Thank you to the many people that have helped with this effort. Open Research Institute (ORI) has filed the first of what might be several comments and proposed rules making efforts to the FCC about reforming amateur radio use of the 219 MHz band.

https://www.fcc.gov/ecfs/search/search-filings/filing/10329271641887

The list of folks that have contributed and supported this effort to renovate 219 MHz for actual amateur radio use is quite long. This filing and any that follow are the result of over a year of work. Thank you especially to Mike McGinty, ARRL advisors, and Justin Overfelt. 

If you would like to help? 

1) Please use this comment to make your own similar request under this particular proceeding. This is a “what regulations do you want to delete?” type of call. As with many FCC calls for comment, it will be dominated by commercial interests. Anything from amateur radio will stand out. The deadline for comments is 11 April 2025. Speak simply and directly. We’d like to use this band without unnecessary and burdensome requirements. 

2) Please be ready to file a “reply” comment after the 11 April 2025 deadline. This is a chance for you to say “I agree with this and support this.”

We are not asking to change the fundamental nature of the band. Fixed digital messaging forwarding is super exciting these days because of SDRs, mesh networking, and all sorts of amazing protocol work available to us. We decided to simply ask for removal of the notification and permissions requirements.
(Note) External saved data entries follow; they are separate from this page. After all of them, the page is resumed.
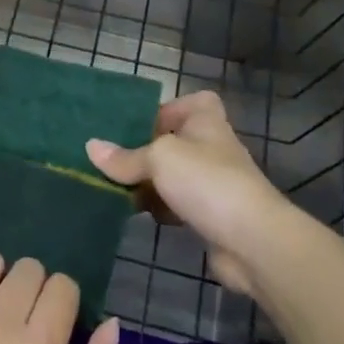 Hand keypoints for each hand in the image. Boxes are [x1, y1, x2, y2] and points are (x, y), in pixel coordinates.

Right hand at [85, 91, 320, 299]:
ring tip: (113, 186)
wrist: (251, 240)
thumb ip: (125, 156)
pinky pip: (176, 204)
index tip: (141, 122)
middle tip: (112, 158)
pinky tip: (137, 214)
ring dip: (147, 182)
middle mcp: (211, 149)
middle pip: (175, 141)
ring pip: (172, 175)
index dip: (170, 108)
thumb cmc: (206, 182)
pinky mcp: (209, 216)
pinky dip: (158, 208)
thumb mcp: (159, 158)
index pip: (195, 102)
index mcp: (206, 123)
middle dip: (145, 150)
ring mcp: (212, 184)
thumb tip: (92, 148) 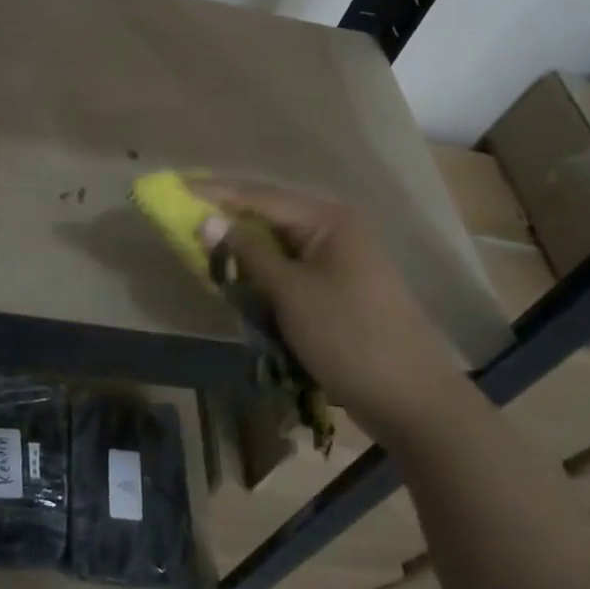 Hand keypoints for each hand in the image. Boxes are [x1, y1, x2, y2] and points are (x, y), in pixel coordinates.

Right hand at [189, 179, 462, 432]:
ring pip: (279, 245)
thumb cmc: (349, 337)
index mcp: (329, 219)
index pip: (260, 196)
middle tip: (184, 220)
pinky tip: (239, 279)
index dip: (216, 194)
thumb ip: (247, 253)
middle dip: (228, 220)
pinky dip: (264, 274)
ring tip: (204, 248)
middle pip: (270, 216)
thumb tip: (206, 221)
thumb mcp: (291, 292)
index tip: (176, 189)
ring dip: (244, 250)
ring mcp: (340, 260)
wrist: (413, 400)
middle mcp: (336, 230)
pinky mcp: (339, 288)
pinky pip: (291, 270) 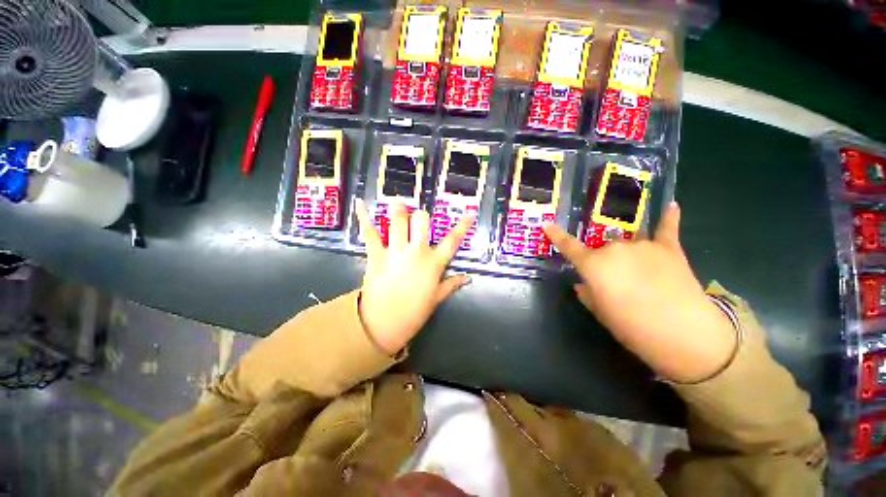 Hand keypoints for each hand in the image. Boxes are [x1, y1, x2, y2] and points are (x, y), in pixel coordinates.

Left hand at [354, 199, 475, 354]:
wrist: (382, 325)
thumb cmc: (413, 313)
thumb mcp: (436, 299)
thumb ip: (452, 285)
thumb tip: (468, 278)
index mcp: (433, 264)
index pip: (453, 241)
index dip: (463, 226)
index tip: (469, 213)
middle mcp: (416, 252)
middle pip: (422, 221)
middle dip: (421, 217)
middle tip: (418, 220)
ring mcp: (395, 251)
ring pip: (398, 221)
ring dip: (399, 210)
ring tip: (398, 204)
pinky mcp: (376, 254)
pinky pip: (370, 232)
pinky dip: (364, 217)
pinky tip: (360, 203)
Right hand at [543, 203, 736, 382]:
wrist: (685, 334)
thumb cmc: (632, 327)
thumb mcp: (601, 313)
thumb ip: (588, 294)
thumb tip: (584, 284)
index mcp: (593, 265)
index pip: (569, 247)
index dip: (556, 236)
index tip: (547, 225)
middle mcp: (614, 248)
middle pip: (602, 249)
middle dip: (604, 262)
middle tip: (615, 283)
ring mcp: (643, 245)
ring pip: (627, 244)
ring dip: (627, 255)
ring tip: (641, 276)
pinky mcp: (670, 248)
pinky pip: (666, 229)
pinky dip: (668, 218)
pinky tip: (671, 206)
These requirements have resulted in zero use of this band for over two decades. 

The primary service back in the late 1990s when these rules came out was maritime (AMTS). Those licenses were never fully deployed and have now been leased out by railroads. This means, to us, that the permissions requirements now make no sense at all for secondary licensees. 

ORI is tired of this and is working to make this situation better. This is a great band with huge, innovative, digital promise. We deserve to have a seat at this table and that means the chair has to actually exist and the door to the room the table is located within has to actually be something we can open.